▸ **Exercise aim**:
Look through the data below and count each line where the word "white" appears. Reply with the count alone.

━━━ Records for this exercise ━━━

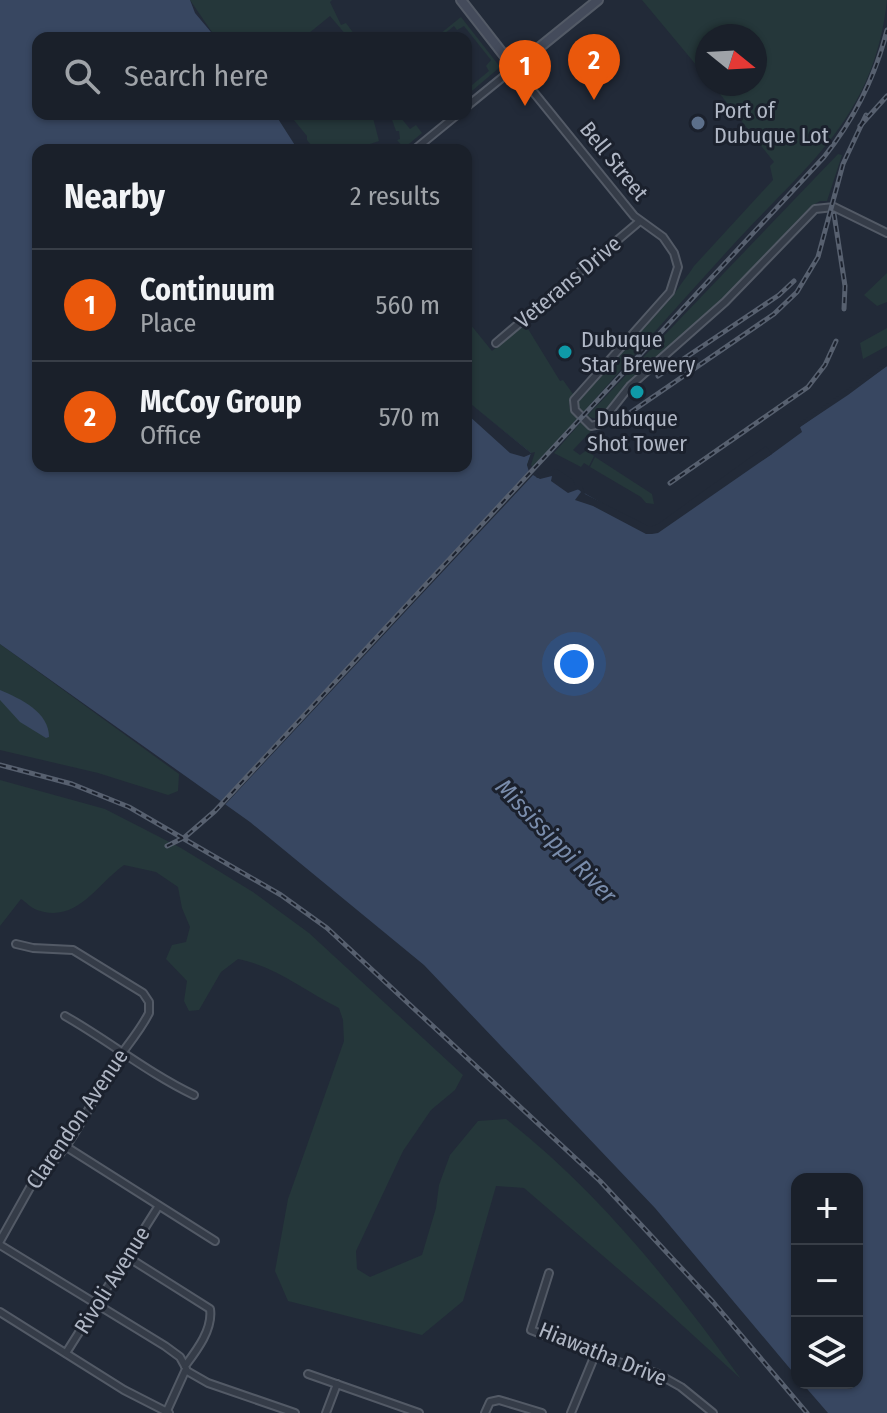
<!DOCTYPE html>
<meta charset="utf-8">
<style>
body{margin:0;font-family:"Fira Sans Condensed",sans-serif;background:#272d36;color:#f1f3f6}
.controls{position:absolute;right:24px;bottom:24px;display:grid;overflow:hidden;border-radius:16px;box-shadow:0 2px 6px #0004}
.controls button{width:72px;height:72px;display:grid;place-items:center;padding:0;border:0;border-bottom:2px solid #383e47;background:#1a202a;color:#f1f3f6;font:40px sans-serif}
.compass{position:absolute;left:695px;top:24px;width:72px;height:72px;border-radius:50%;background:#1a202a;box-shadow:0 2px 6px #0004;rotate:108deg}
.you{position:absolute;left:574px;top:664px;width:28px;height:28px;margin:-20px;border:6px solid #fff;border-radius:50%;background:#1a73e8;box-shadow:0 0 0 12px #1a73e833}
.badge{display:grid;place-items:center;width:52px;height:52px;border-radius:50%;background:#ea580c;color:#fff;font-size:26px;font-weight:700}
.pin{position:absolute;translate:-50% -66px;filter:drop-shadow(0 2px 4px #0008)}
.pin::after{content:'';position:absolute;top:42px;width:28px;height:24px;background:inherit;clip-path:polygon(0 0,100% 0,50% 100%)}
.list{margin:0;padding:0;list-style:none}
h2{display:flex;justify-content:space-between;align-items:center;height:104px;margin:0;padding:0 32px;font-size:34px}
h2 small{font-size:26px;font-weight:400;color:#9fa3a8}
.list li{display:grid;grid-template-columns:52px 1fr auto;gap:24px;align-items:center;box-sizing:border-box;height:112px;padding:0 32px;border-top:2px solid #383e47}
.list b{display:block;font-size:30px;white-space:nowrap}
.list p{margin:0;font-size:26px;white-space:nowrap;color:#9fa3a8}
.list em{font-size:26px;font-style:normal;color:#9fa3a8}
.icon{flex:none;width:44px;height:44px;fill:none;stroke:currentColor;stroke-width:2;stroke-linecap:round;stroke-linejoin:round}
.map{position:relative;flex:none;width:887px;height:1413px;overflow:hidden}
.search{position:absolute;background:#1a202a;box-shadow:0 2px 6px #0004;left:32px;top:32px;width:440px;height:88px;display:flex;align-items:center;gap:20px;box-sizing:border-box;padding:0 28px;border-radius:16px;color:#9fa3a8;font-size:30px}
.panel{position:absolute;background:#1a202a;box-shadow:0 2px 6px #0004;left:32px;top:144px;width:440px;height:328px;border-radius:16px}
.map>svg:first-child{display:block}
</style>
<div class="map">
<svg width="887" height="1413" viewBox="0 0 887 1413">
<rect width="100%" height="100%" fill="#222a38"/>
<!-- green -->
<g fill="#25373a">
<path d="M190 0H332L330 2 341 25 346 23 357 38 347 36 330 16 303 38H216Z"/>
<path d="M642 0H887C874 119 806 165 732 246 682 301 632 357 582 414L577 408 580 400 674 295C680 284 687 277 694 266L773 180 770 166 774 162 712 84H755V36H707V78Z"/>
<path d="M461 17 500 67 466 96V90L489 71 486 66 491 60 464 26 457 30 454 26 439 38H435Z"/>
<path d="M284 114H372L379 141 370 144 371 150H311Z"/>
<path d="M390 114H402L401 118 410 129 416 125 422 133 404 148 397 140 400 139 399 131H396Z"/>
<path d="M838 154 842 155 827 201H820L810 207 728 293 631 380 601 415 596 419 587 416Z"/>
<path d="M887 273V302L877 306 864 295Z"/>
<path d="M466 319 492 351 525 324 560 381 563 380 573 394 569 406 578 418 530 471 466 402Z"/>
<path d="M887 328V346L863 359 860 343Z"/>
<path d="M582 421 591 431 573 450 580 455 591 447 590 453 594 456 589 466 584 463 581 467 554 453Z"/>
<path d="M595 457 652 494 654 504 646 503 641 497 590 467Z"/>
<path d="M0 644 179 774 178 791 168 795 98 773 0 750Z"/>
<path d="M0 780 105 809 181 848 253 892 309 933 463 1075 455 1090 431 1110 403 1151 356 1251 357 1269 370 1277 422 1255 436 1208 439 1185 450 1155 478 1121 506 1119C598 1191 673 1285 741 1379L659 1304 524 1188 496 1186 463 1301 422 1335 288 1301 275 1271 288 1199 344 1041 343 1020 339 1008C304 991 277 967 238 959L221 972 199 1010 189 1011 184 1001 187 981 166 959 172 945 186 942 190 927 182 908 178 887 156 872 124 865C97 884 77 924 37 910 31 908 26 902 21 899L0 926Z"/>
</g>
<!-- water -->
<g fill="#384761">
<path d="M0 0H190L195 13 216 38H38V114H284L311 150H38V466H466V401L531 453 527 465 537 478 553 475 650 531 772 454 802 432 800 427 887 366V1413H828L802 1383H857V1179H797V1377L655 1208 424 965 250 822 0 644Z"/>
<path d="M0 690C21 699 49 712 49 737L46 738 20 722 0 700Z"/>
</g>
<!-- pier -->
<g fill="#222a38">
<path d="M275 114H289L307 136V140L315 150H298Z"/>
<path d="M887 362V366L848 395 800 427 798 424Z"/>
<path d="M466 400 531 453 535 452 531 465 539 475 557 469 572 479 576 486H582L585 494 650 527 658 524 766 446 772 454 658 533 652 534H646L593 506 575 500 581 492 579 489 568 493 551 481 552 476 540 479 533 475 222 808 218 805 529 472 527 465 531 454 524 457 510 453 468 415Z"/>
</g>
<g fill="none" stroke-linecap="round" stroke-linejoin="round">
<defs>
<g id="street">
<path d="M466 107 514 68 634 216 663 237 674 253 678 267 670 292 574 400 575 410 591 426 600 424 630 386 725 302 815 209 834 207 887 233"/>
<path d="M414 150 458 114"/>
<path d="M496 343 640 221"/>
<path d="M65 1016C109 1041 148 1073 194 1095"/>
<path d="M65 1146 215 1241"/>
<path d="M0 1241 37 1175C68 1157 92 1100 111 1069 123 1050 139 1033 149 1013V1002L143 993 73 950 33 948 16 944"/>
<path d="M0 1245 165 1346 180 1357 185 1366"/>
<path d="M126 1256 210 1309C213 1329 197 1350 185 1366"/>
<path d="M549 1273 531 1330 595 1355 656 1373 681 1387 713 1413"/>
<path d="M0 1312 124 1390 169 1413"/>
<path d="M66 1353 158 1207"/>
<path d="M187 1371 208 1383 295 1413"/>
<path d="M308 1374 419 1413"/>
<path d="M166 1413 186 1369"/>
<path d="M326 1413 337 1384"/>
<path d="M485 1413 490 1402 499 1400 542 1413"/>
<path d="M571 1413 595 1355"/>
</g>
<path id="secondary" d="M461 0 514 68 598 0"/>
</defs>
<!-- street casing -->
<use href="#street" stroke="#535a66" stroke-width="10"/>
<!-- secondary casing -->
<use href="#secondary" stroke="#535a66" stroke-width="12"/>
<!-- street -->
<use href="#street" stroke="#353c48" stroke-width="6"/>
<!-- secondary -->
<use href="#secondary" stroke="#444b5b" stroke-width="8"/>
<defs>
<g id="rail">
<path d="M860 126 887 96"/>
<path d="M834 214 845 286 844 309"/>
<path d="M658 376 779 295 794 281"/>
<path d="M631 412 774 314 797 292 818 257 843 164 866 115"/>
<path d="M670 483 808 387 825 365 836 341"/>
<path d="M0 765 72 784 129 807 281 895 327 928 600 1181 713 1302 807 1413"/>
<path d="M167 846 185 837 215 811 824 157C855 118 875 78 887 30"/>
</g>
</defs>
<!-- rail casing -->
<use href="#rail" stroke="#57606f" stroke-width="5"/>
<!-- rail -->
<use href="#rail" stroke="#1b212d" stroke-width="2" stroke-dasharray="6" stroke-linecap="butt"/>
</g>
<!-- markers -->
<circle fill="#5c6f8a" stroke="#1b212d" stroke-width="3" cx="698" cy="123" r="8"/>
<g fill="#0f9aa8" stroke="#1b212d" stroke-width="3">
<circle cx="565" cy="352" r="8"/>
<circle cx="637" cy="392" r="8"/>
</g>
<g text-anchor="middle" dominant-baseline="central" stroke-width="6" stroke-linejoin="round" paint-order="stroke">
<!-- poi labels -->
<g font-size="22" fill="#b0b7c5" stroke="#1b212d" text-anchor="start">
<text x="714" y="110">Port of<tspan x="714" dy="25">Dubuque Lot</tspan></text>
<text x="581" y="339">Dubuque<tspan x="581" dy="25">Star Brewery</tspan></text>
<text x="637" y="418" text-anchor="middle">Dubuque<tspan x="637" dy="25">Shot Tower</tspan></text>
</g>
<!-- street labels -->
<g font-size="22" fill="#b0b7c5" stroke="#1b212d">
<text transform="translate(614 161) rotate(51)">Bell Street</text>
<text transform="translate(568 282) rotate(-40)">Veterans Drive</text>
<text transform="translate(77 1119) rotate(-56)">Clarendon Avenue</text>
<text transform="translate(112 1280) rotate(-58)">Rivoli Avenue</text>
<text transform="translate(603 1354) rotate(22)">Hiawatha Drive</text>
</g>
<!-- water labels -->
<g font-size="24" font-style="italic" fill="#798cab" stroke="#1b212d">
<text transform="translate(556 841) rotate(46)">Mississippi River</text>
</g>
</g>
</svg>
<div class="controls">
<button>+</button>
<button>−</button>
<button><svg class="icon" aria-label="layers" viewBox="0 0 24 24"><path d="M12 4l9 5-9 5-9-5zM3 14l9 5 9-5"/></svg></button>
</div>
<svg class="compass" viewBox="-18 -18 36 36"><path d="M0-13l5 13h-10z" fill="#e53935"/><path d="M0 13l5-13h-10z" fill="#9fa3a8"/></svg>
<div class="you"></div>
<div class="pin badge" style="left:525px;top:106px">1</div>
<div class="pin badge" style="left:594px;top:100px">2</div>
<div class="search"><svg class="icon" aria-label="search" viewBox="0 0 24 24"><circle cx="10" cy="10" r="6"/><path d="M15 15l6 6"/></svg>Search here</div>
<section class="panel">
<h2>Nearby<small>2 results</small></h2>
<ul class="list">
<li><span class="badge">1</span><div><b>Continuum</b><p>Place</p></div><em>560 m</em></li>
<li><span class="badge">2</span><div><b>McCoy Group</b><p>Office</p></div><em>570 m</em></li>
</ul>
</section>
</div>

━━━

▸ **Exercise output**:
2